Logic and computer science are closely related. Basic research in logic is crucial for computer and software engineering.

All men are mortal. Socrates is a man. Therefore, Socrates is mortal. Logical arguments like this one have been studied since antiquity. In the last few decades, however, logic research has changed considerably: the computer sciences were born. The success of informatics would have been impossible without the groundwork provided by logicians - and, in turn, computer sciences keep posing new interesting questions, which can only be answered by formal logic. Informatics is not the modern-day successor of logic, both fields keep moving forward, hand in hand.

Calculating Logical Statements
Simple logical conclusions such as the famous syllogism about Socrates’ mortality appear clear and simple to us. But logic is not just about formalizing the obvious. Just like in mathematics, logic allows us to construct arbitrarily complex equations, to do sophisticated calculations, to analyse the world.

Even before the first electronic calculating devices were built, research on the hypothetical possibilities of computers was done: in the 1930s, the mathematicians Alan Turing and Alonzo Church characterized the class of mathematical problems which can in principle be tackled.
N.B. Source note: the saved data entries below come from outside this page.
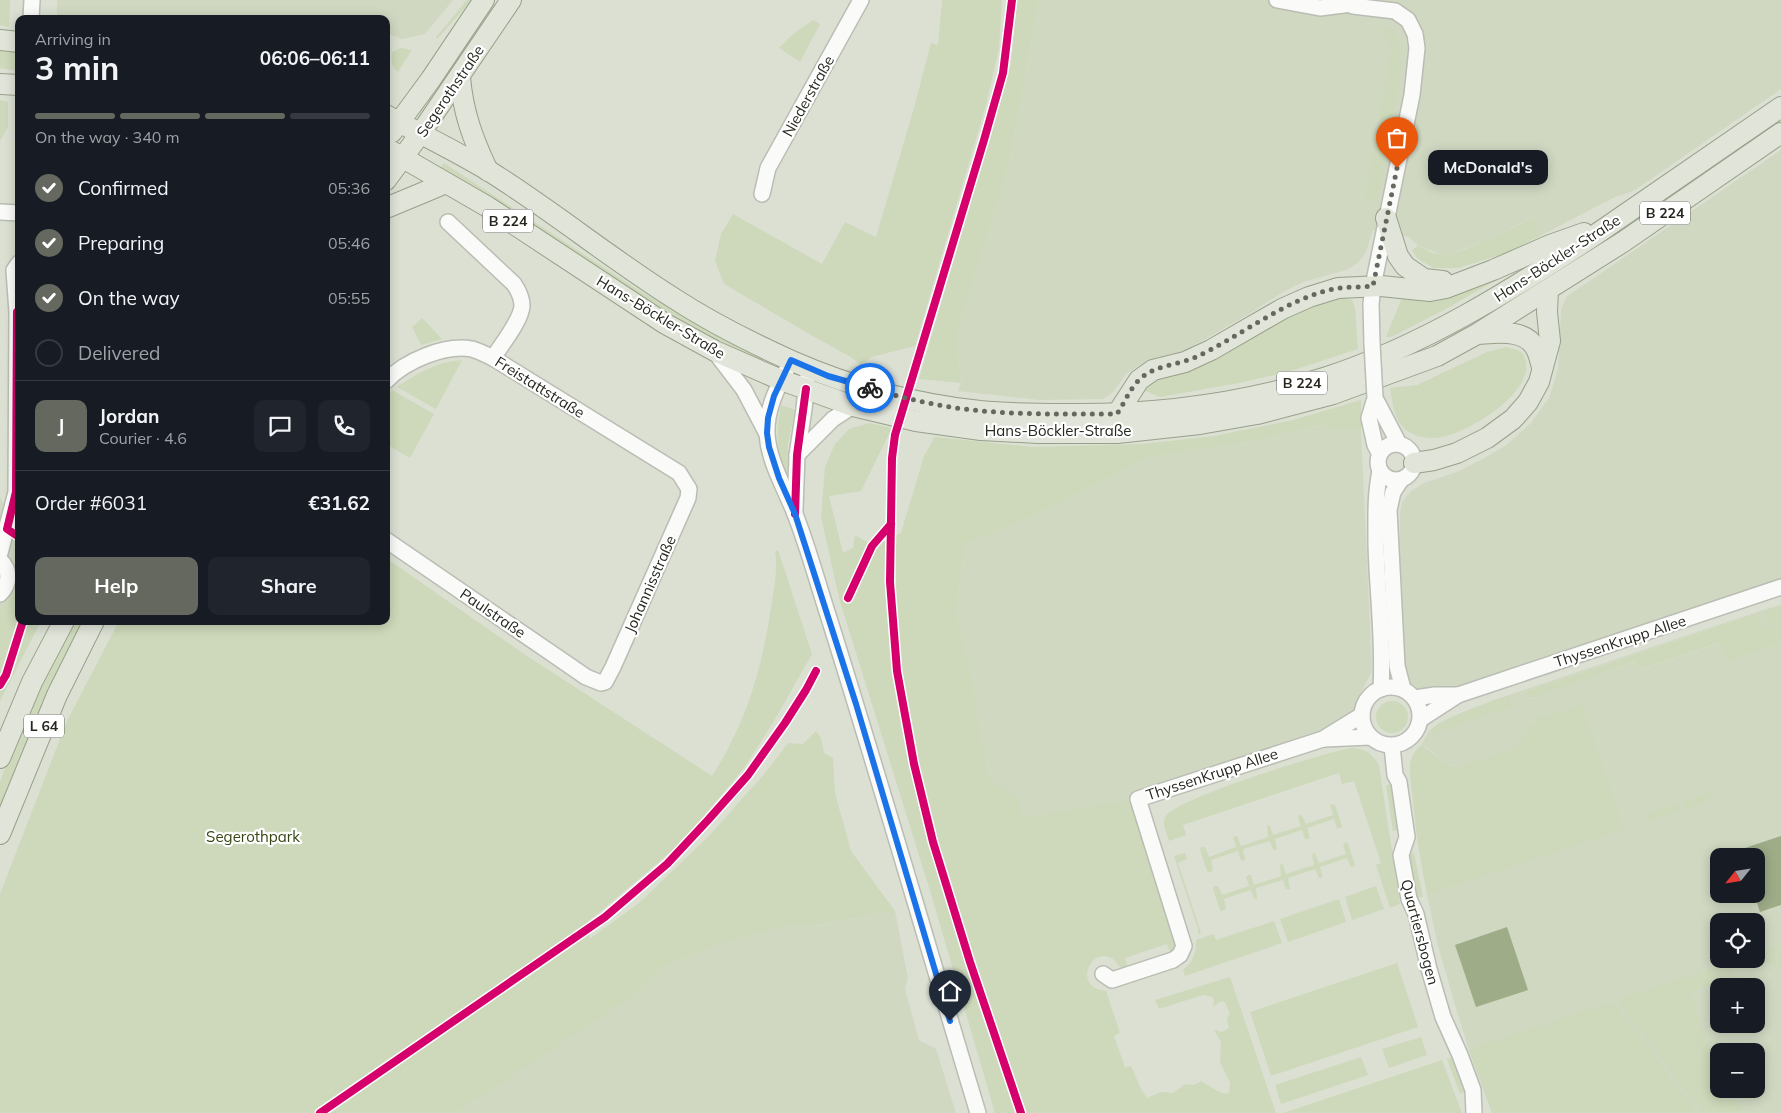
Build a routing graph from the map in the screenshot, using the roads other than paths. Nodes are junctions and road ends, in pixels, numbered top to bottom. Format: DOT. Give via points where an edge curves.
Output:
graph roads {
  1 [pos="32,0"];
  2 [pos="484,0"];
  3 [pos="511,0"];
  4 [pos="861,0"];
  5 [pos="1277,0"];
  6 [pos="1348,2"];
  7 [pos="32,15"];
  8 [pos="0,40"];
  9 [pos="15,42"];
  10 [pos="460,77"];
  11 [pos="0,84"];
  12 [pos="15,85"];
  13 [pos="1781,107"];
  14 [pos="393,119"];
  15 [pos="1781,133"];
  16 [pos="420,134"];
  17 [pos="390,150"];
  18 [pos="403,158"];
  19 [pos="488,171"];
  20 [pos="390,175"];
  21 [pos="446,183"];
  22 [pos="762,194"];
  23 [pos="390,206"];
  24 [pos="0,212"];
  25 [pos="15,213"];
  26 [pos="1386,218"];
  27 [pos="448,222"];
  28 [pos="1610,225"];
  29 [pos="1462,283"];
  30 [pos="1373,286"];
  31 [pos="1548,290"];
  32 [pos="1477,334"];
  33 [pos="715,351"];
  34 [pos="494,358"];
  35 [pos="799,364"];
  36 [pos="1542,367"];
  37 [pos="390,377"];
  38 [pos="781,380"];
  39 [pos="806,389"];
  40 [pos="1375,398"];
  41 [pos="853,406"];
  42 [pos="1117,414"];
  43 [pos="767,433"];
  44 [pos="1399,444"];
  45 [pos="1380,454"];
  46 [pos="797,456"];
  47 [pos="1414,463"];
  48 [pos="1380,470"];
  49 [pos="685,480"];
  50 [pos="1401,480"];
  51 [pos="15,496"];
  52 [pos="795,514"];
  53 [pos="390,543"];
  54 [pos="0,553"];
  55 [pos="0,560"];
  56 [pos="1781,587"];
  57 [pos="0,594"];
  58 [pos="62,625"];
  59 [pos="92,625"];
  60 [pos="601,683"];
  61 [pos="1381,689"];
  62 [pos="1402,689"];
  63 [pos="1458,695"];
  64 [pos="1415,698"];
  65 [pos="1362,715"];
  66 [pos="1421,719"];
  67 [pos="1370,736"];
  68 [pos="1323,739"];
  69 [pos="1392,746"];
  70 [pos="0,758"];
  71 [pos="0,834"];
  72 [pos="1104,974"];
  73 [pos="978,1113"];
  74 [pos="1474,1113"];
  1 -- 7 [label="street"];
  2 -- 14 [label="main road, Segerothstraße" via="431,79"];
  3 -- 10 [label="main road, Segerothstraße"];
  4 -- 22 [label="street, Niederstraße" via="768,168"];
  5 -- 6 [label="street" via="1320,8"];
  6 -- 26 [label="street" via="1353,6 1395,11 1408,20 1415,34 1417,48 1412,95"];
  8 -- 9 [label="main road"];
  10 -- 16 [label="main road, Segerothstraße"];
  10 -- 19 [label="main road" via="469,128"];
  11 -- 12 [label="main road"];
  13 -- 28 [label="main road, Hans-Böckler-Straße / B 224"];
  14 -- 16 [label="main road, B 224"];
  15 -- 31 [label="main road, Hans-Böckler-Straße / B 224"];
  16 -- 18 [label="main road, Segerothstraße"];
  16 -- 19 [label="main road, Hans-Böckler-Straße / B 224"];
  17 -- 18 [label="main road, Hans-Böckler-Straße / B 224"];
  18 -- 20 [label="main road, Segerothstraße"];
  18 -- 21 [label="main road, Hans-Böckler-Straße / B 224"];
  19 -- 35 [label="main road, Hans-Böckler-Straße / B 224" via="673,298 711,321"];
  21 -- 23 [label="main road"];
  21 -- 33 [label="main road, Hans-Böckler-Straße / B 224" via="488,207 664,323"];
  24 -- 25 [label="street"];
  26 -- 29 [label="main road" via="1398,256 1406,266 1424,279"];
  26 -- 30 [label="street"];
  27 -- 34 [label="street" via="514,284 519,293 522,306 518,318"];
  28 -- 29 [label="main road" via="1550,245"];
  28 -- 42 [label="main road, Hans-Böckler-Straße / B 224" via="1452,323 1389,353 1253,397"];
  29 -- 30 [label="main road" via="1430,291"];
  30 -- 40 [label="street, bridge"];
  30 -- 42 [label="main road" via="1338,288 1309,297 1211,350 1185,362 1153,370 1139,380"];
  31 -- 32 [label="main road, Hans-Böckler-Straße / B 224"];
  31 -- 36 [label="main road" via="1550,341"];
  32 -- 36 [label="main road" via="1510,333 1525,338 1535,347"];
  32 -- 41 [label="main road, Hans-Böckler-Straße / B 224" via="1437,356 1333,394 1257,414 1200,424 1116,433 1029,433 916,421"];
  33 -- 38 [label="main road, Hans-Böckler-Straße / B 224"];
  33 -- 43 [label="street" via="744,390"];
  34 -- 37 [label="street, Freistattstraße" via="472,349 435,352 419,358"];
  34 -- 49 [label="street, Freistattstraße" via="679,473"];
  35 -- 38 [label="street"];
  35 -- 39 [label="street"];
  35 -- 42 [label="main road, Hans-Böckler-Straße / B 224" via="828,376 934,404 1025,414"];
  36 -- 47 [label="main road" via="1539,382 1528,402 1487,438 1457,453"];
  38 -- 39 [label="main road, Hans-Böckler-Straße / B 224"];
  38 -- 43 [label="street" via="768,418"];
  39 -- 41 [label="main road, Hans-Böckler-Straße / B 224"];
  39 -- 46 [label="street"];
  40 -- 44 [label="street"];
  40 -- 45 [label="street" via="1369,418"];
  41 -- 46 [label="street" via="833,419"];
  43 -- 52 [label="street" via="773,462"];
  44 -- 45 [label="street" via="1388,446"];
  44 -- 47 [label="street" via="1408,449"];
  45 -- 48 [label="street"];
  46 -- 52 [label="street"];
  47 -- 50 [label="street" via="1410,473"];
  48 -- 50 [label="street" via="1389,479"];
  48 -- 61 [label="street" via="1375,511"];
  49 -- 60 [label="street, Johannisstraße" via="688,498 613,667 605,682"];
  50 -- 62 [label="street" via="1393,492 1390,510 1397,666"];
  51 -- 54 [label="street"];
  52 -- 73 [label="street" via="856,704"];
  53 -- 60 [label="street, Paulstraße" via="563,662"];
  55 -- 57 [label="street" via="8,576"];
  56 -- 63 [label="street, ThyssenKrupp Allee"];
  58 -- 70 [label="main road, L 64" via="32,682"];
  59 -- 71 [label="main road, L 64" via="57,695"];
  61 -- 62 [label="street"];
  61 -- 65 [label="street" via="1366,701"];
  62 -- 64 [label="street"];
  63 -- 64 [label="street, ThyssenKrupp Allee"];
  63 -- 66 [label="street, ThyssenKrupp Allee"];
  64 -- 66 [label="street"];
  65 -- 67 [label="street"];
  65 -- 68 [label="street, ThyssenKrupp Allee"];
  66 -- 69 [label="street" via="1412,737"];
  67 -- 68 [label="street, ThyssenKrupp Allee"];
  67 -- 69 [label="street" via="1377,742"];
  68 -- 72 [label="street, ThyssenKrupp Allee" via="1138,799 1184,946 1173,960 1112,980"];
  69 -- 74 [label="street, Quartiersbogen" via="1407,837 1401,855 1409,899 1416,914 1443,1017 1473,1090"];
}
Turing put forward an intriguingly simple model for a calculating machine - the Turing machine: It moves on an infinitely long ribbon, reads numbers and changes it according to a given set of rules.

Such a machine can be built with mechanical gears or lego bricks. Although in practice such a machine is highly inefficient, one can show that in principle any conceivable computer calculation can be carried out by such a simple device. With the Turing machine it became possible to clearly define what "doing mathematical calculations" even means. Using this concept, Turing could show that some questions can never be answered by a computer: a computer program which reads other programs and then decides whether its calculations would ever come to a halt or go on forever is logically impossible.

Looking inward, looking outward

"Today, most of the research in logic is done by computer scientists, not by mathematicians", says Professor Helmut Veith from the Vienna University of Technology. Logic in computer science has to fulfil several tasks. First of all, it is a tool with which computer programs can describe the world. Logic is used for databases or for creating artificial intelligence.

But logic does not only help a computer to view the world, it also offers the possibility of introspection: computer codes can check other computer codes and look for logical errors. "It is similar to the way we humans think", says Helmut Veith. "We think about the world around us, but we can also contemplate ourselves and our own mind."

Logic-based quality checks of computer codes (verification, model checking) play an important role for industry and the economy. When a user tests a program and finds that it works, this does not by all means guarantee that the program is free of errors. The crucial question is: does the code react correctly to any conceivable input, in any logically possible situation? This can only be determined by an automated program.

Such a reliable check is particularly important for security relevant code such as airplane controls. Logical checks are essential for the production of computer chips as well. Today, chips start out as a computer program, long before they are physically built. No human being could ever determine by hand whether the chip does indeed react correctly to any given situation. Computer programs carry out this task. With their logical checks, they ensure our safety.

In the summer of 2014, Vienna will host the largest event in the history of logic. The Vienna Summer of Logic (VSL) will consist of twelve large conferences and numerous workshops, attracting an expected number of 2000 researchers from all over the world.